Здесь Гегель делает прямое и ошеломляющее заявление о языке. Он пишет: «Die Sprache aber ist, wie wir sehen, das Wahrhaftere; in ihr widerlegen wir selbst unmittelbar unsere Meinung, und da das Allgemeine das Wahre der sinnlichen Gewißheit ist, und die Sprache nur dieses Wahre ausdrückt, so ist es gar nicht möglich, daß wir ein sinnliches Sein, das wir meinen, je sagen können» — «Но язык, как мы видим, есть более истинное; в нём мы сами непосредственно опровергаем наше мнение; и так как всеобщее есть истинное чувственной достоверности, а язык выражает только это истинное, то совершенно невозможно, чтобы мы когда-либо могли высказать чувственное бытие, которое мы имеем в виду». Это поразительный поворот. Язык «более истинен» (das Wahrhaftere), чем сознание, которое на нём говорит. Сознание мнит, что имеет в виду единичное, но когда оно открывает рот, язык заставляет его говорить всеобщее. Язык опровергает мнение (Meinung) говорящего — и делает это не когда-то потом, в отдалённой рефлексии, а «непосредственно» (unmittelbar), в самом акте речи. Мы не можем высказать то, что мы «мним» (meinen). Глагол «meinen» у Гегеля здесь приобретает терминологический смысл: мнение — это интенция сознания, направленная на единичное, которая принципиально невыразима в языке. Язык всегда выдаёт всеобщее. «Meinung» — это то в сознании, что сопротивляется языку и что язык неизбежно предаёт.

Гегель закрепляет этот тезис почти афористической формулой: «Das Unsagbare, das Unaussprechbare ist das Unwahre, das Unvernünftige» — «Несказанное, невыразимое есть неистинное, неразумное». То, что нельзя высказать, не имеет истины.

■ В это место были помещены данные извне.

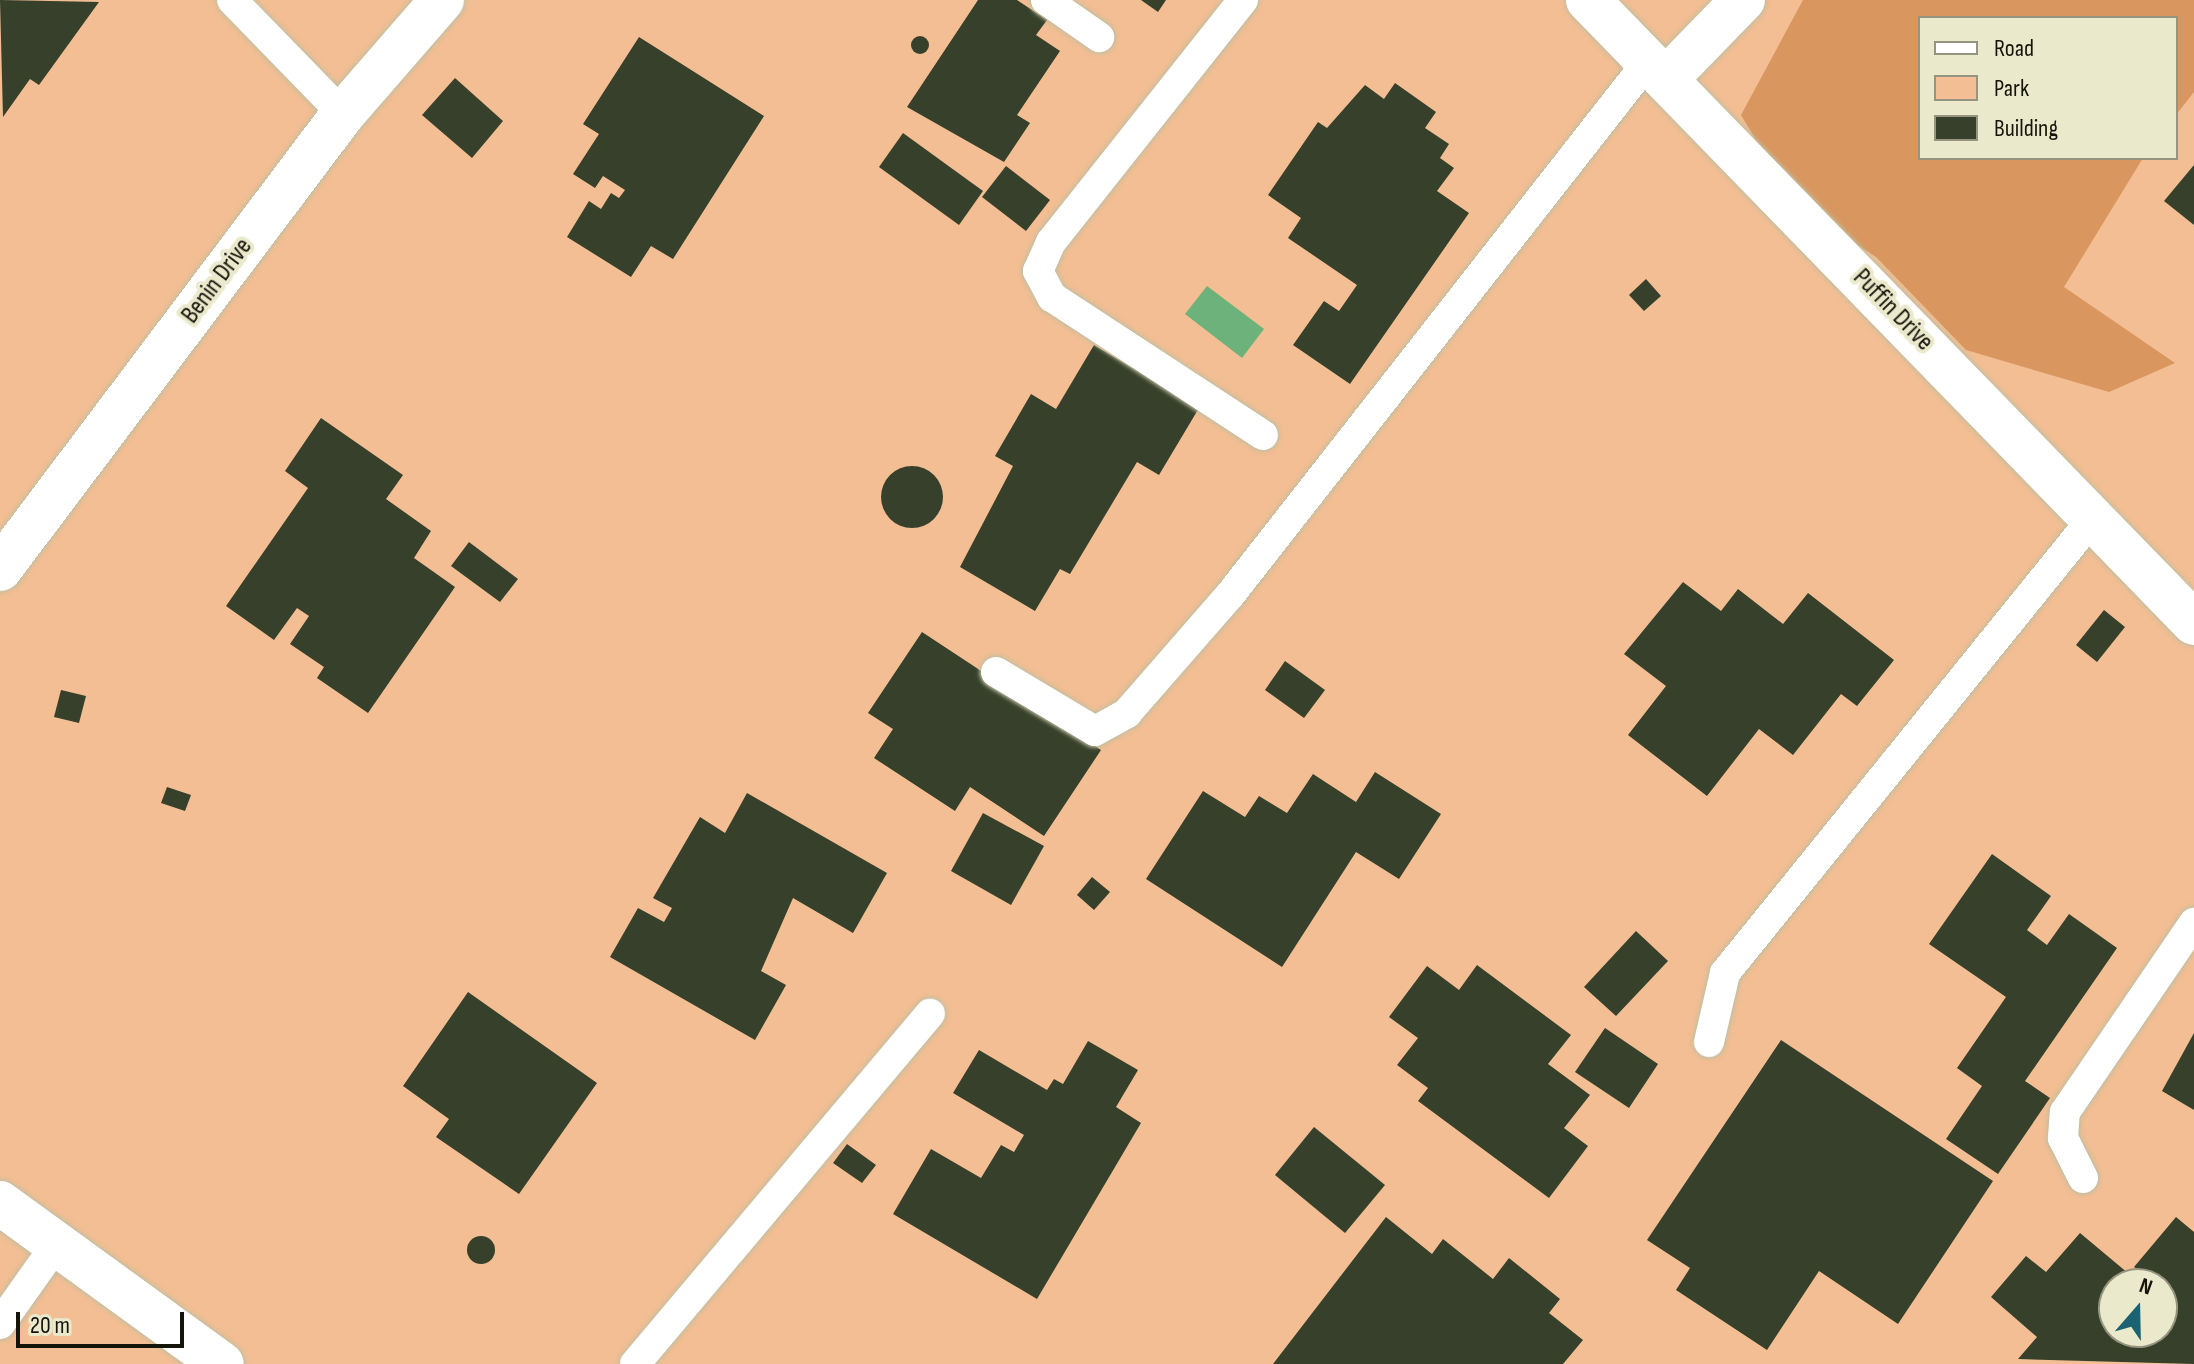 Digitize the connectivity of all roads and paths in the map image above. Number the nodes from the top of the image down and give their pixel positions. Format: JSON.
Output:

Единичное как единичное невыразимо — значит, оно не есть истинное. Истинно только всеобщее, которое и есть стихия языка. Это настоящий переворот по отношению ко всей предшествующей традиции, которая видела в единичном, в «вот этом» подлинную реальность, а в языке — лишь бледную копию. Гегель переворачивает это отношение: реально всеобщее, а единичное есть иллюзия, которая держится лишь до тех пор, пока мы молчим. Как только мы начинаем говорить, иллюзия рассеивается.

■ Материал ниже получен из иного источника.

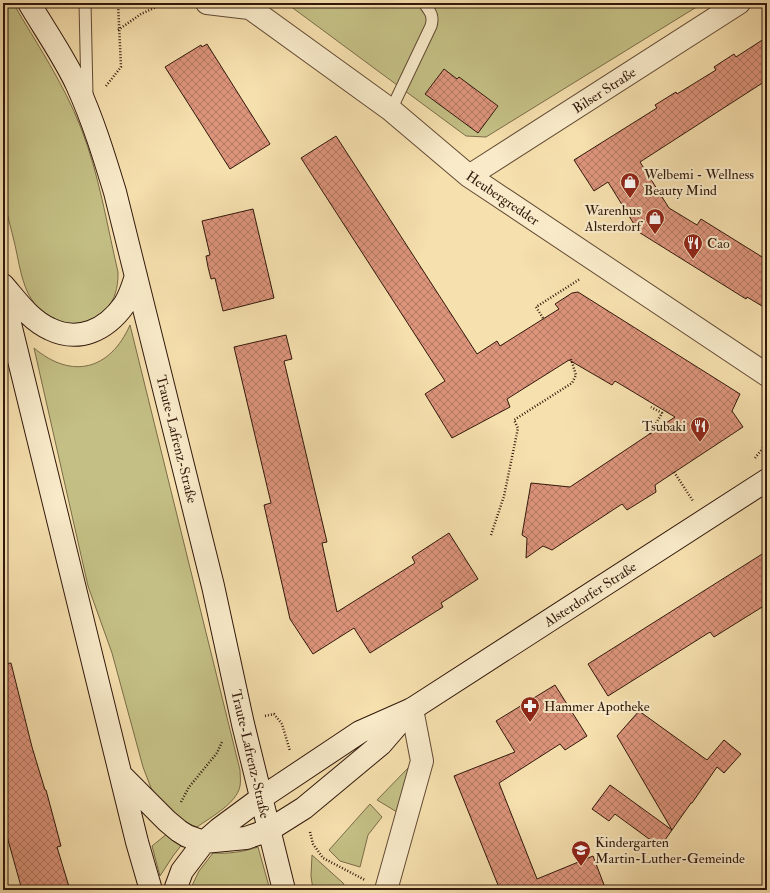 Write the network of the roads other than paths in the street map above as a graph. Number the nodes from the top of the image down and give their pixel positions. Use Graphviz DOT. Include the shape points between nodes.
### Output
graph roads {
  1 [pos="29,3"];
  2 [pos="85,3"];
  3 [pos="207,3"];
  4 [pos="424,3"];
  5 [pos="739,3"];
  6 [pos="246,5"];
  7 [pos="88,110"];
  8 [pos="391,110"];
  9 [pos="469,176"];
  10 [pos="136,276"];
  11 [pos="3,285"];
  12 [pos="3,295"];
  13 [pos="767,375"];
  14 [pos="767,480"];
  15 [pos="412,709"];
  16 [pos="121,775"];
  17 [pos="261,798"];
  18 [pos="269,830"];
  19 [pos="204,842"];
  20 [pos="378,886"];
  21 [pos="151,890"];
  22 [pos="175,890"];
  23 [pos="284,890"];
  1 -- 7 [label="street, Traute-Lafrenz-Straße" via="76,84"];
  2 -- 7 [label="lane"];
  3 -- 6 [label="street, Heubergredder"];
  4 -- 8 [label="lane" via="433,19 431,26"];
  5 -- 9 [label="street, Bilser Straße"];
  6 -- 8 [label="street, Heubergredder"];
  7 -- 10 [label="street, Traute-Lafrenz-Straße" via="111,178"];
  8 -- 9 [label="street, Heubergredder"];
  9 -- 13 [label="street, Heubergredder"];
  10 -- 11 [label="street" via="124,305 110,320 97,330 73,336 49,329 38,321"];
  10 -- 17 [label="street, Traute-Lafrenz-Straße" via="213,586"];
  12 -- 16 [label="street"];
  14 -- 15 [label="street, Alsterdorfer Straße"];
  15 -- 17 [label="street, Alsterdorfer Straße" via="360,732"];
  15 -- 18 [label="street, Alsterdorfer Straße" via="381,744 340,779 304,808"];
  15 -- 20 [label="street" via="422,761"];
  16 -- 19 [label="street" via="179,831"];
  16 -- 21 [label="street"];
  17 -- 18 [label="street, Traute-Lafrenz-Straße"];
  17 -- 19 [label="street, Alsterdorfer Straße"];
  18 -- 19 [label="street, Alsterdorfer Straße" via="230,841"];
  18 -- 23 [label="street, Traute-Lafrenz-Straße"];
  19 -- 22 [label="street, Alsterdorfer Straße" via="182,871"];
}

Но диалектика чувственной достоверности на этом не заканчивается. Сознание пытается спасти единичное через акт указания. Если нельзя сказать единичное словами, можно хотя бы указать на него пальцем. Гегель разбирает и эту попытку — и здесь происходит нечто ещё более глубокое. Указание пальцем тоже не спасает. Почему? Потому что акт указания разворачивается во времени. Я указываю на «это теперь» — но пока я указываю, «теперь» уже прошло. «Das Jetzt wird gezeigt, es ist das Jetzt. Jetzt; es ist schon nicht mehr, indem es gezeigt wird» — «„Теперь“ показывают; оно есть „теперь“; но когда его показывают, его уже больше нет». Указание всегда опаздывает. То, на что я указываю, уже исчезло, и моё указание попадает в пустоту или, точнее, в новое «теперь», которое тут же исчезнет. Гегель продолжает: «Das aufgezeigte Jetzt ist ein gewesenes, und dies ist seine Wahrheit; es hat nicht die Wahrheit des Seins. Es ist also doch dies wahr, daß es gewesen ist. Aber was gewesen ist, ist in der Tat kein Wesen; es ist nicht, und um das Sein war es zu tun» — «Показанное „теперь“ есть нечто бывшее, и в этом его истина; оно не имеет истины бытия. Таким образом, истинно всё же то, что оно было. Но то, что было, на деле не есть сущность; его нет, а речь шла о бытии».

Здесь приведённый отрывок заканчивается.